35 tracks, from “Zaftig” to “Making Out at Work (Don’t Work).” Both parts of From Z to A constitute a collection of almost all of Elastic No-No Band’s original songs, in honor of the 20th Anniversary of the first release of an ENB song. Includes a previously unreleased demo of “Nobody’s Wife (You’re the One).”

A 50-track, 6-hour Weemayk Music compilation of long songs. Includes cuts from Elastic No-No Band, Duck the Piano Wire, and Justin Remer.

A 25-track compilation of antifolk covers. Includes a mixture of newly minted recordings and tunes dredged up from the archives. Duck the Piano Wire covers Urban Barnyard, Major Matt Mason USA, and Joe Crow Ryan. Elastic No-No Band covers Major Matt and Thomas Patrick Maguire, and has its songs covered by Sven Safarow, The Telethons, and Joe Crow Ryan. Kind of an incestuous scene, right? Anyhow, Laura Michelle Burris’s cover art is freaking fantastic.

For the 10th Anniversary of Fusterluck!!! I created a new version of the album by chopping the double-CD down to one. I remixed two of the songs and completed work on the abandoned session for “Exception to the Rule.” The resulting new/old album was remastered by Major Matt Mason USA to be less compressed and more dynamic. Not satisfied to leave well enough alone, I restructured the new album in 2024 because I grew annoyed that I hadn’t figured out how to make the remaining 26 tracks flow in their new context. This “Old & Improved” edition is my preferred version of Decayed. Another great cover design by Laura Michelle Burris.

B side to Decayed‘s A side. Going through files on an old hard drive, I found a bunch of material from the making of the Fustercluck!!! album (and a little after). And, you know me, I can’t resist just putting every little thing out there. Two rehearsal recordings with Toby Goodshank were intended for this collection, but I couldn’t get the songs cleared by the time I wanted to release this, so “I’d Love Just Once to See You (Take 1)” and “Poor Jenny (Rehearsal)” came out as digital singles in 2021.

Our live appearance on the radio show Phoning It In, hosted by Nadav Carmel. This recording is mixed from the 14 Feb 2008 radio broadcast on WMBR Boston, via landline telephone, and augmented with a Macbook laptop recording in Herb Scher’s apartment in New York City. The song “Imaginary Girlfriend” on Fustercluck!!! was taken from this specific broadcast (and slightly edited – the original uncut version is presented here).
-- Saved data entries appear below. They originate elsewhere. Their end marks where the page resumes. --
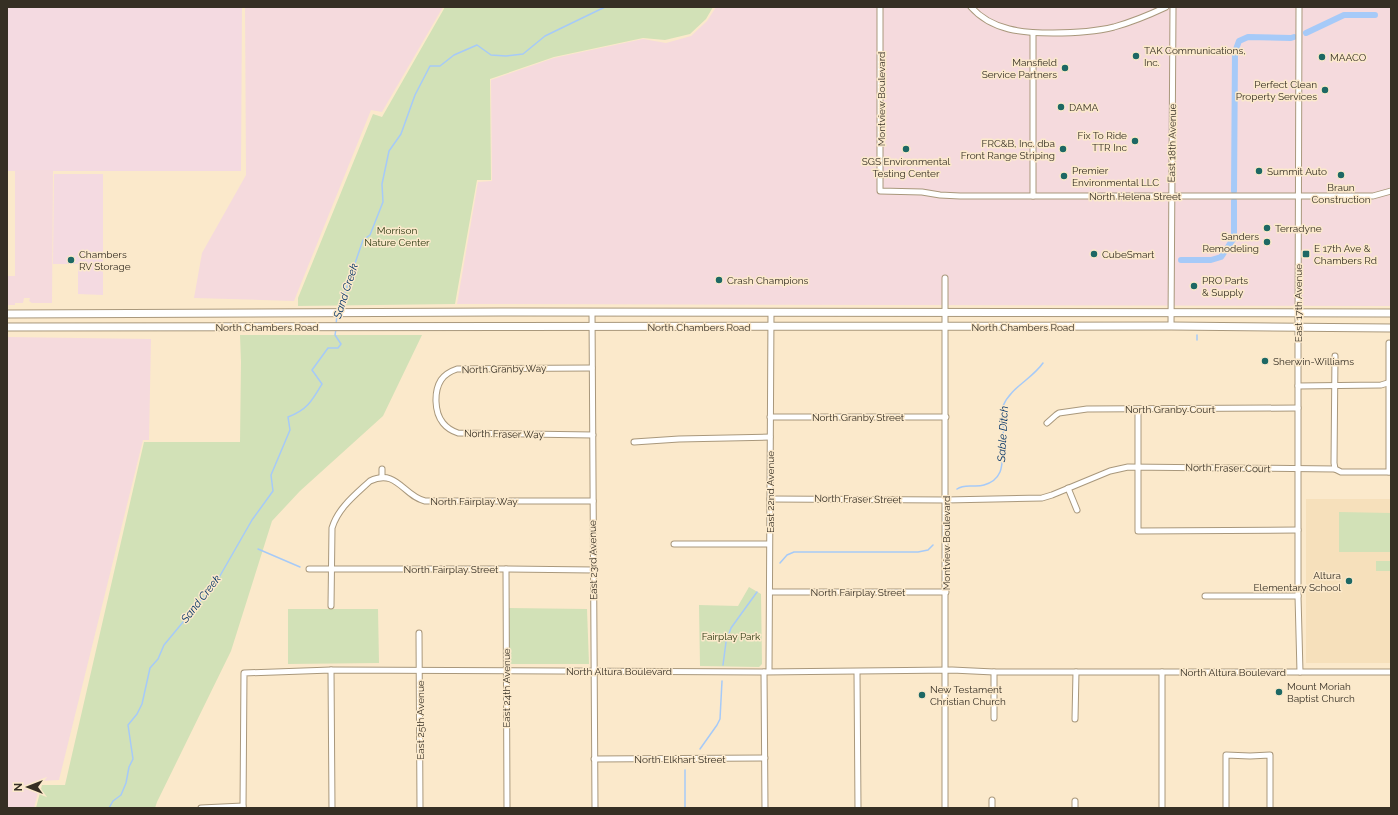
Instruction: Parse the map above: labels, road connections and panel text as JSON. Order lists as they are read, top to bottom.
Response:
{
  "streets": {
    "main road": ["North Chambers Road"],
    "street": [
      "Montview Boulevard",
      "East 18th Avenue",
      "North Helena Street",
      "East 17th Avenue",
      "North Granby Way",
      "North Granby Court",
      "North Granby Street",
      "North Fraser Way",
      "North Fraser Court",
      "East 22nd Avenue",
      "North Fraser Street",
      "North Fairplay Way",
      "East 23rd Avenue",
      "North Fairplay Street",
      "North Altura Boulevard",
      "East 24th Avenue",
      "East 25th Avenue",
      "North Elkhart Street"
    ]
  },
  "crossings": [
    ["Montview Boulevard", "North Helena Street"],
    ["Montview Boulevard", "North Chambers Road"],
    ["Montview Boulevard", "North Granby Street"],
    ["Montview Boulevard", "North Fraser Court"],
    ["Montview Boulevard", "North Fraser Street"],
    ["Montview Boulevard", "North Fairplay Street"],
    ["Montview Boulevard", "North Altura Boulevard"],
    ["East 18th Avenue", "North Helena Street"],
    ["East 18th Avenue", "North Chambers Road"],
    ["North Helena Street", "East 17th Avenue"],
    ["East 17th Avenue", "North Chambers Road"],
    ["East 17th Avenue", "North Granby Court"],
    ["East 17th Avenue", "North Fraser Court"],
    ["East 17th Avenue", "North Altura Boulevard"],
    ["North Chambers Road", "East 22nd Avenue"],
    ["North Chambers Road", "East 23rd Avenue"],
    ["North Granby Way", "North Fraser Way"],
    ["North Granby Way", "East 23rd Avenue"],
    ["North Granby Street", "East 22nd Avenue"],
    ["North Fraser Way", "East 23rd Avenue"],
    ["North Fraser Court", "North Fraser Street"],
    ["East 22nd Avenue", "North Fraser Street"],
    ["East 22nd Avenue", "North Fairplay Street"],
    ["East 22nd Avenue", "North Altura Boulevard"],
    ["East 22nd Avenue", "North Elkhart Street"],
    ["North Fairplay Way", "East 23rd Avenue"],
    ["East 23rd Avenue", "North Fairplay Street"],
    ["East 23rd Avenue", "North Altura Boulevard"],
    ["East 23rd Avenue", "North Elkhart Street"],
    ["North Fairplay Street", "East 24th Avenue"],
    ["North Altura Boulevard", "East 24th Avenue"],
    ["North Altura Boulevard", "East 25th Avenue"]
  ],
  "water": ["Sand Creek", "Sable Ditch"],
  "parks": ["Morrison Nature Center", "Fairplay Park"],
  "places": {
    "other": [
      "TAK Communications, Inc.",
      "MAACO",
      "Mansfield Service Partners",
      "Perfect Clean Property Services",
      "DAMA",
      "Fix To Ride TTR Inc",
      "SGS Environmental Testing Center",
      "FRC&B, Inc. dba Front Range Striping",
      "Summit Auto",
      "Braun Construction",
      "Premier Environmental LLC",
      "Terradyne",
      "Sanders Remodeling",
      "CubeSmart",
      "Chambers RV Storage",
      "Crash Champions",
      "PRO Parts & Supply",
      "Sherwin-Williams",
      "Altura Elementary School",
      "Mount Moriah Baptist Church",
      "New Testament Christian Church"
    ],
    "transit": ["E 17th Ave & Chambers Rd"]
  },
  "north": "left"
}
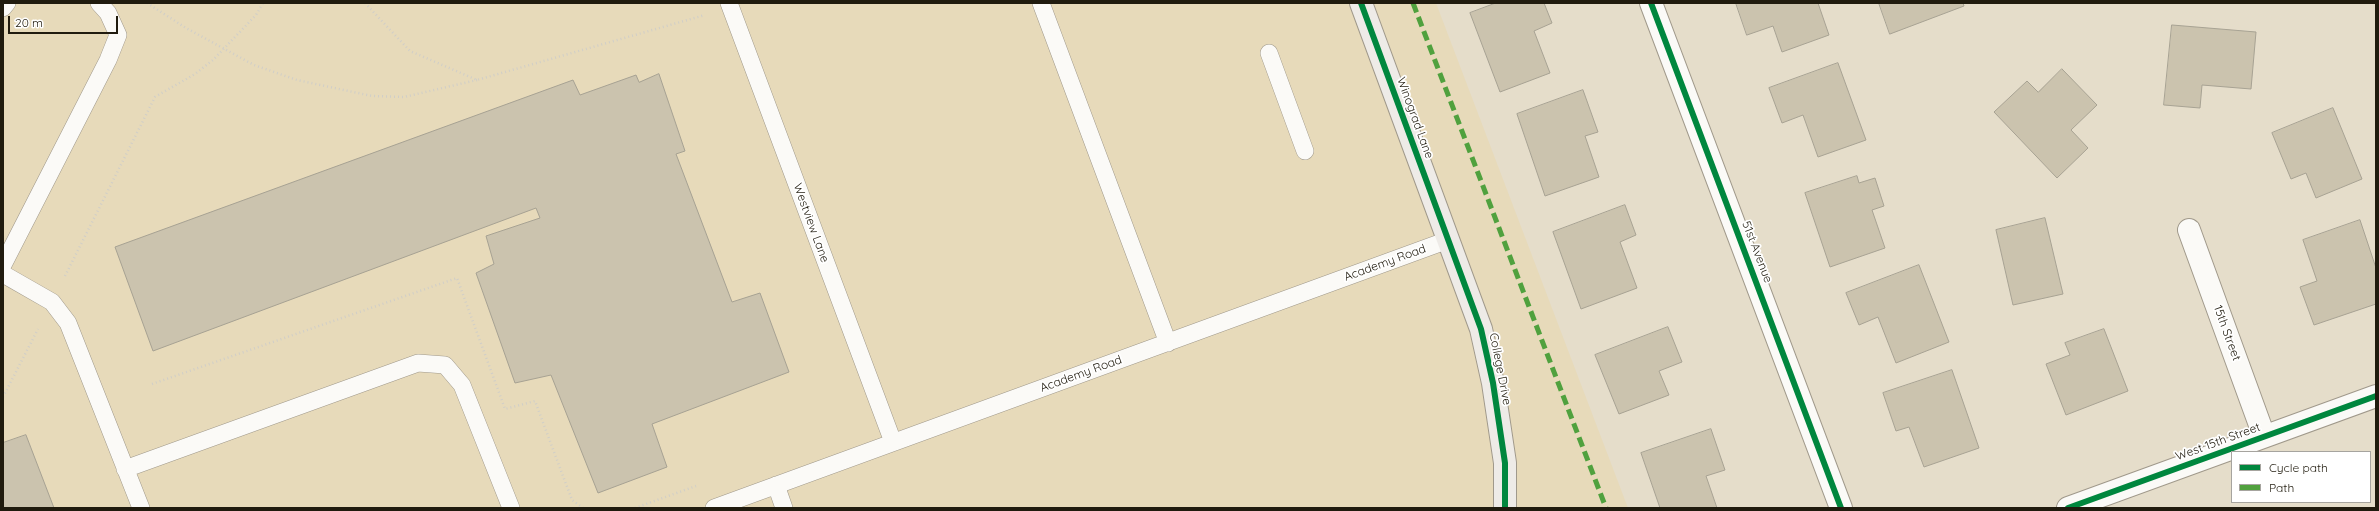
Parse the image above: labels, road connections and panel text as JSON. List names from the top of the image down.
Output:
{
  "streets": {
    "street": [
      "Winograd Lane",
      "51st Avenue",
      "15th Street",
      "College Drive",
      "West 15th Street"
    ],
    "lane": ["Westview Lane", "Academy Road"]
  },
  "crossings": [
    ["Winograd Lane", "Academy Road"],
    ["Winograd Lane", "College Drive"],
    ["Westview Lane", "Academy Road"],
    ["Academy Road", "College Drive"],
    ["15th Street", "West 15th Street"]
  ],
  "legend": ["Cycle path", "Path"],
  "scale_bar": "20 m"
}
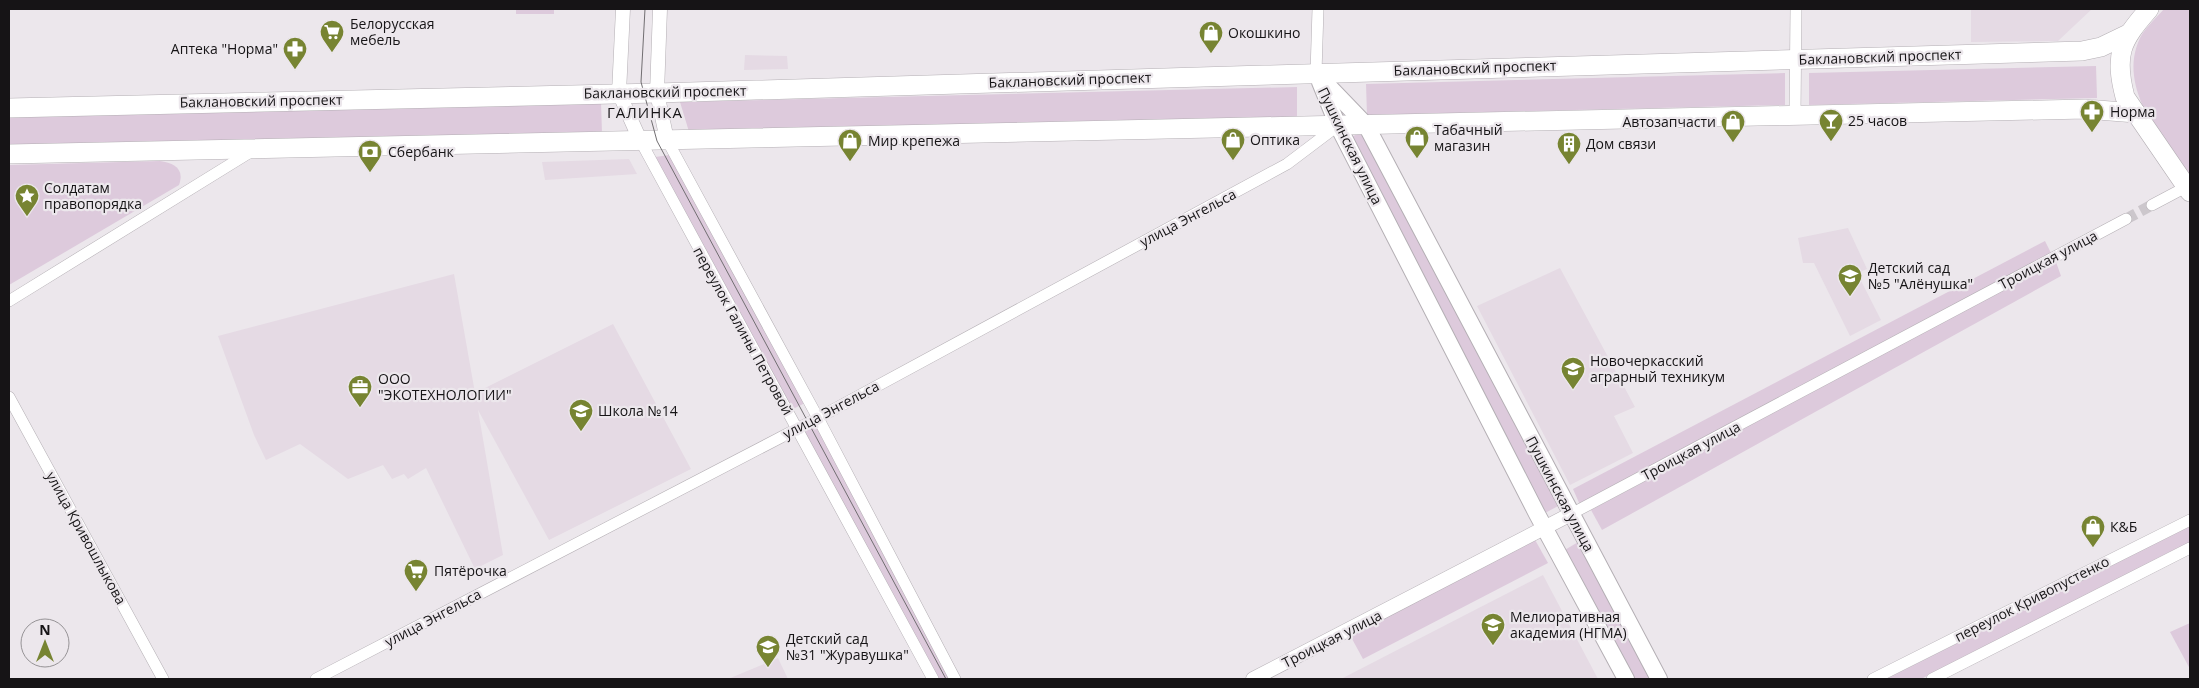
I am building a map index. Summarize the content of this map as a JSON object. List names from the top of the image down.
{
  "streets": {
    "main road": ["Баклановский проспект", "Пушкинская улица"],
    "street": [
      "улица Энгельса",
      "Троицкая улица",
      "переулок Галины Петровой",
      "улица Кривошлыкова",
      "переулок Кривопустенко"
    ]
  },
  "crossings": [
    ["Баклановский проспект", "Пушкинская улица"],
    ["Пушкинская улица", "улица Энгельса"],
    ["Пушкинская улица", "Троицкая улица"],
    ["улица Энгельса", "переулок Галины Петровой"]
  ],
  "districts": ["ГАЛИНКА"],
  "places": {
    "supermarket": ["Белорусская мебель", "Пятёрочка"],
    "shop": [
      "Окошкино",
      "Автозапчасти",
      "Табачный магазин",
      "Оптика",
      "Мир крепежа",
      "К&Б"
    ],
    "pharmacy": ["Аптека \"Норма\"", "Норма"],
    "bar": ["25 часов"],
    "building": ["Дом связи"],
    "bank": ["Сбербанк"],
    "place": ["Солдатам правопорядка"],
    "school or university": [
      "Детский сад №5 \"Алёнушка\"",
      "Новочеркасский аграрный техникум",
      "Школа №14",
      "Мелиоративная академия (НГМА)",
      "Детский сад №31 \"Журавушка\""
    ],
    "office": ["ООО \"ЭКОТЕХНОЛОГИИ\""]
  },
  "north": "top"
}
I’ve always been a fan of label compilations, especially the Warner Bros. Loss Leaders of the ’60s and ’70s. So I decided to make a 50-track compilation summing up the first 14 years of the teeny tiny record label I created, Weemayk Music. Chris Andersen’s cover art really captures the spirit of those old Loss Leader designs.

First career-spanning best-of. In honor of the 10th anniversary of the first CD-Rs, and also as a kind of final send-off and acknowledgment the band was finished. Chris Andersen’s Spider-Man-aping cover art is a thing of beauty.

In 2012, I got rid of elasticnonoband.com, which had been acting as a repository for all the mp3s of early ENB songs. So I made the Not Like Most Folkies compilations so that those tracks would have a home. It also gave me an excuse to get Major Matt to master The Very Best… So Far, since I had never had that album professionally mastered before I made up those pressed CDs. WHOOPS! Preston Spurlock’s cover art is unsettling and wonderful.

This is all of the covers from those initial CD-R albums, plus some other random covers I had uploaded to elasticnonoband.com when that existed. As with Decayed, I found myself restructuring this album at a certain point after release, to help it flow better. The running order on Bandcamp is my preferred version, but I don’t want to go through the trouble of re-licensing 30 songs to correct the streaming version. Toby Goodshank’s cover art is stately and uncanny.